Food Chem Toxicol. 2016 Feb;88:75-86. doi: 10.1016/j.fct.2015.12.017. Epub 2015 Dec 19.
Oxadiazon (OX) is a protoporphyrinogen oxidase-inhibiting herbicide that induces porphyria and liver tumors in rodents. Although porphyria is generally considered to be a risk factor for liver tumor development, the mechanisms through which OX mediates tumor development are unclear. Therefore, in this study, we investigated the mechanisms of tumor development by focusing on constitutive active/androstane receptor (CAR), which is essential for the development of tumors in response to several chemicals. After 1, 4, or 13 weeks of dietary treatment with 1000 ppm OX, hepatic Cyp2b10 expression was induced in wild-type (WT) mice. However, this effect was blocked in CAR-knockout (CARKO) mice. Hepatic Cyp4a10 expression, indicative of peroxisome proliferator-activated receptor α (PPARα) activation, and cytotoxic changes in hepatocytes were also observed in both groups of mice. After initiation by diethylnitrosamine, 26-week treatment with OX resulted in an increase in proliferative lesions, including foci and adenomas, in both genotypes, and the incidence and multiplicity of proliferative lesions in CARKO mice were higher than those in control mice but lower than those in WT mice. These results suggested that CAR, PPARα activation, and cytotoxicity were involved in the development of liver tumors. Moreover, porphyrin was not apparently involved in OX-induced tumor development.

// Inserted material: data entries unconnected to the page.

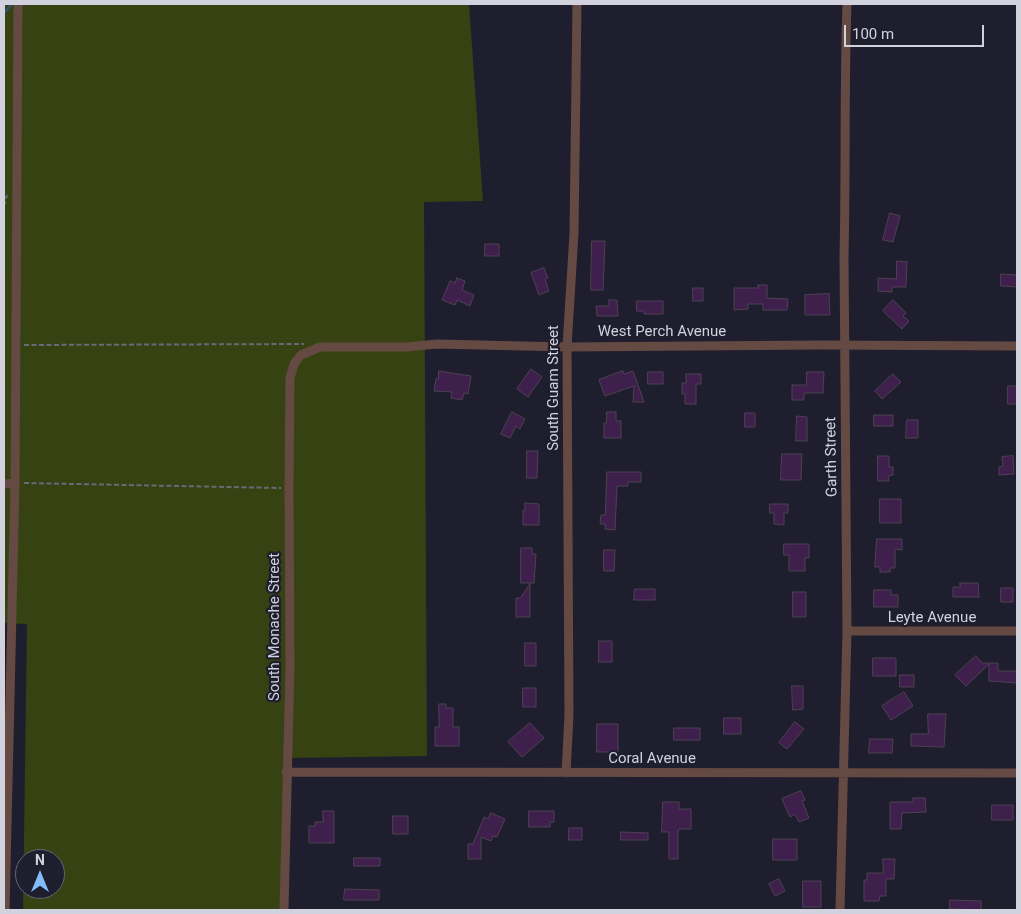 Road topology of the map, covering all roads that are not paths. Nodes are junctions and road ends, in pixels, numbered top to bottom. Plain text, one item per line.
1 (18, 4) edge
2 (577, 4) edge
3 (847, 4) edge
4 (844, 345) junction
5 (1017, 346) edge
6 (307, 347) joint
7 (567, 347) junction
8 (15, 483) junction
9 (4, 484) edge
10 (1017, 631) edge
11 (848, 632) junction
12 (286, 772) junction
13 (566, 773) junction
14 (1017, 773) edge
15 (844, 774) junction
16 (5, 910) edge
17 (284, 910) edge
18 (840, 910) edge

1 - 8 street
2 - 7 street, South Guam Street
3 - 4 street, Garth Street
4 - 5 street, West Perch Avenue
4 - 7 street, West Perch Avenue
4 - 11 street, Garth Street
6 - 7 street, West Perch Avenue
6 - 12 street, South Monache Street
7 - 13 street, South Guam Street
8 - 9 street
8 - 16 street
10 - 11 street, Leyte Avenue
11 - 15 street, Garth Street
12 - 13 street, Coral Avenue
12 - 17 street, South Monache Street
13 - 15 street, Coral Avenue
14 - 15 street, Coral Avenue
15 - 18 street, Garth Street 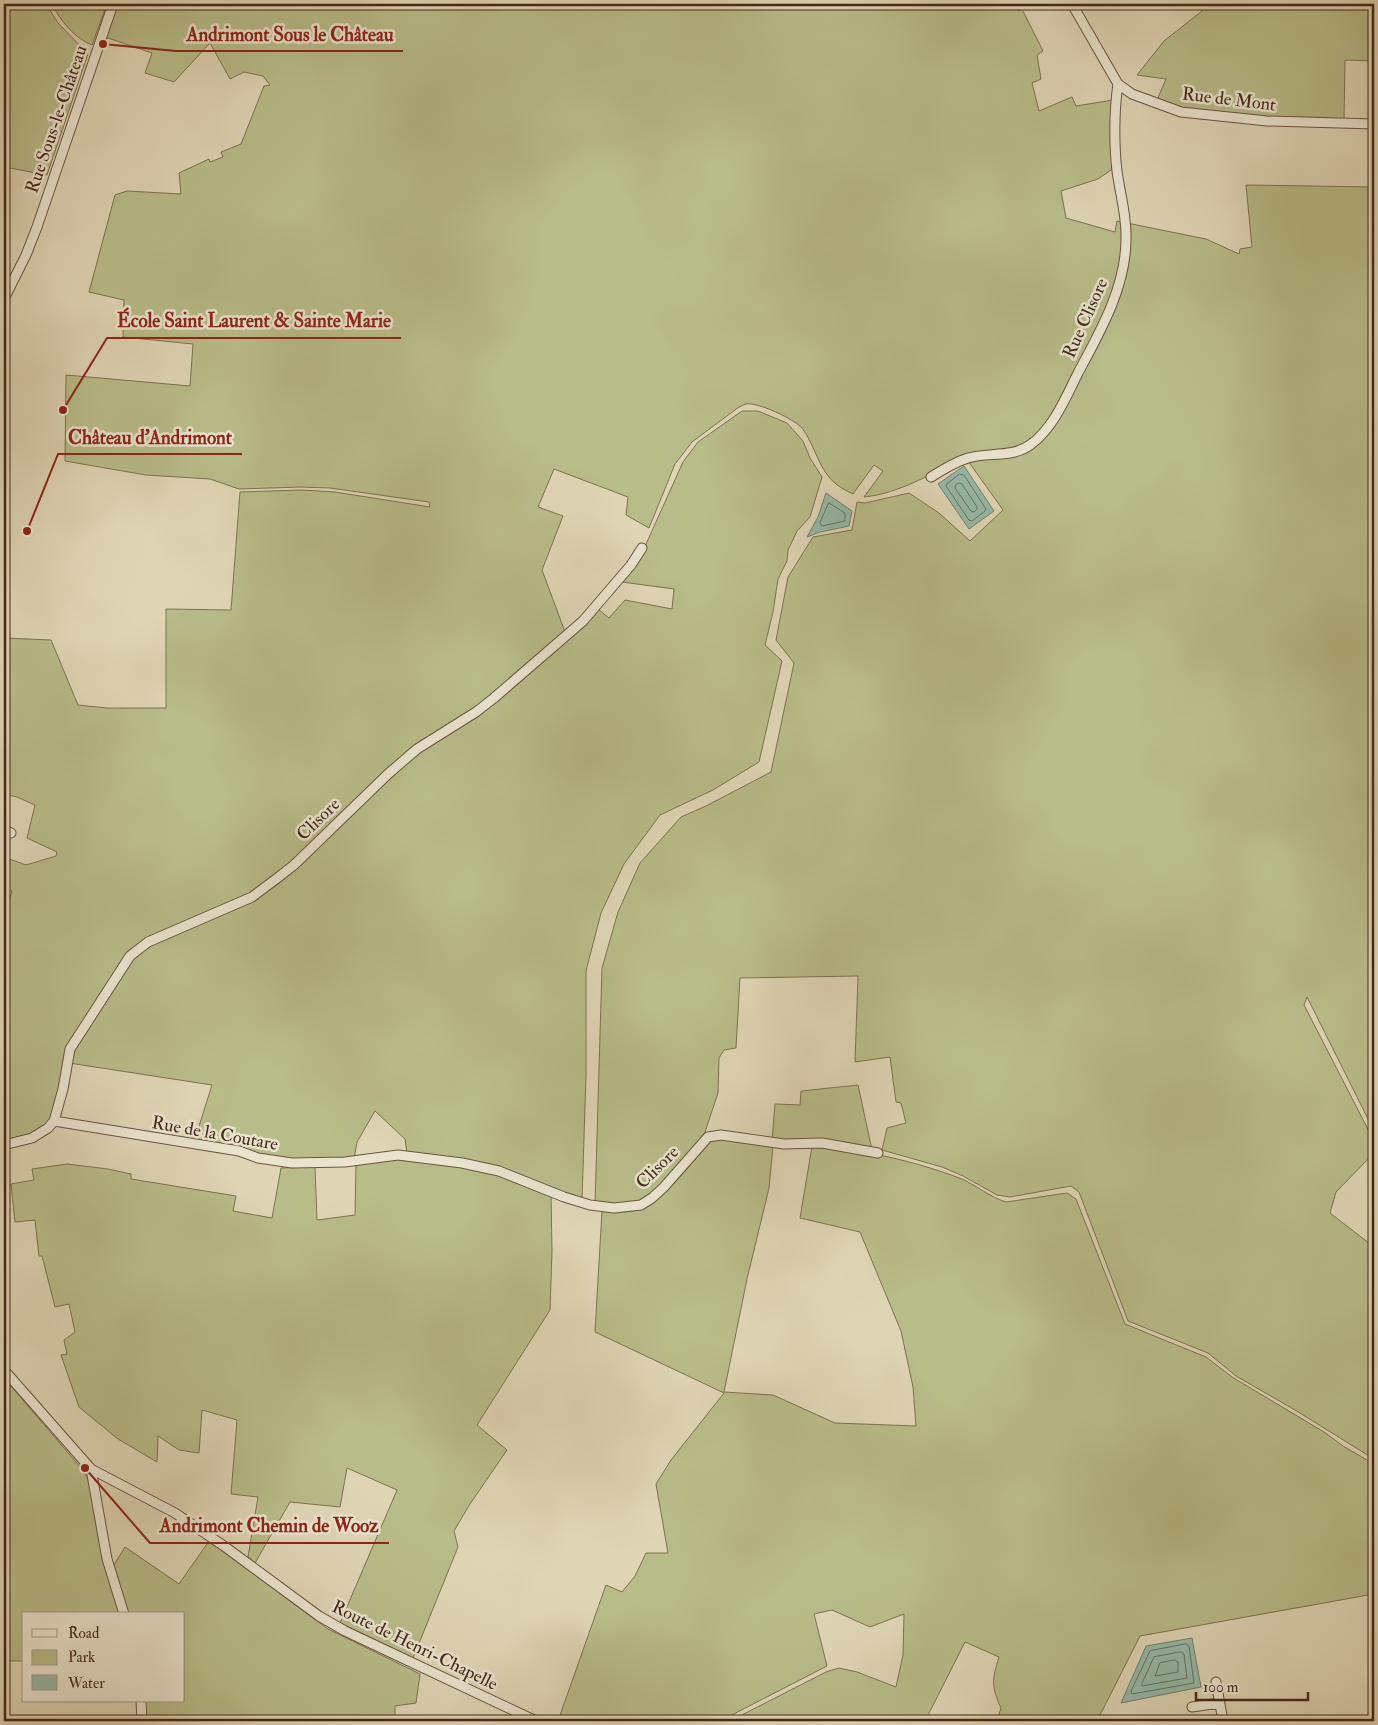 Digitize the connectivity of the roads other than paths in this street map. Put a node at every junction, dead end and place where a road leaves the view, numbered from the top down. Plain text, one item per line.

恶草酮(OX)是一种抑制原卟啉原氧化酶的除草剂,可在啮齿动物中诱发卟啉症和肝肿瘤。尽管卟啉症通常被认为是肝肿瘤发生的一个风险因素,但OX介导肿瘤发生的机制尚不清楚。因此,在本研究中,我们聚焦于组成型活性/雄甾烷受体(CAR)来研究肿瘤发生的机制,CAR对于响应多种化学物质而发生的肿瘤发展至关重要。在用1000 ppm OX进行饮食处理1、4或13周后,野生型(WT)小鼠肝脏中的Cyp2b10表达被诱导。然而,在CAR基因敲除(CARKO)小鼠中这种效应被阻断。两组小鼠均观察到肝脏Cyp4a10表达(指示过氧化物酶体增殖物激活受体α(PPARα)激活)以及肝细胞的细胞毒性变化。在用二乙基亚硝胺启动后,用OX进行26周的处理导致两种基因型的增殖性病变(包括灶性病变和腺瘤)均增加,并且CARKO小鼠中增殖性病变的发生率和多发性高于对照小鼠,但低于WT小鼠。这些结果表明,CAR、PPARα激活和细胞毒性参与了肝肿瘤的发生。此外,卟啉显然未参与OX诱导的肿瘤发生。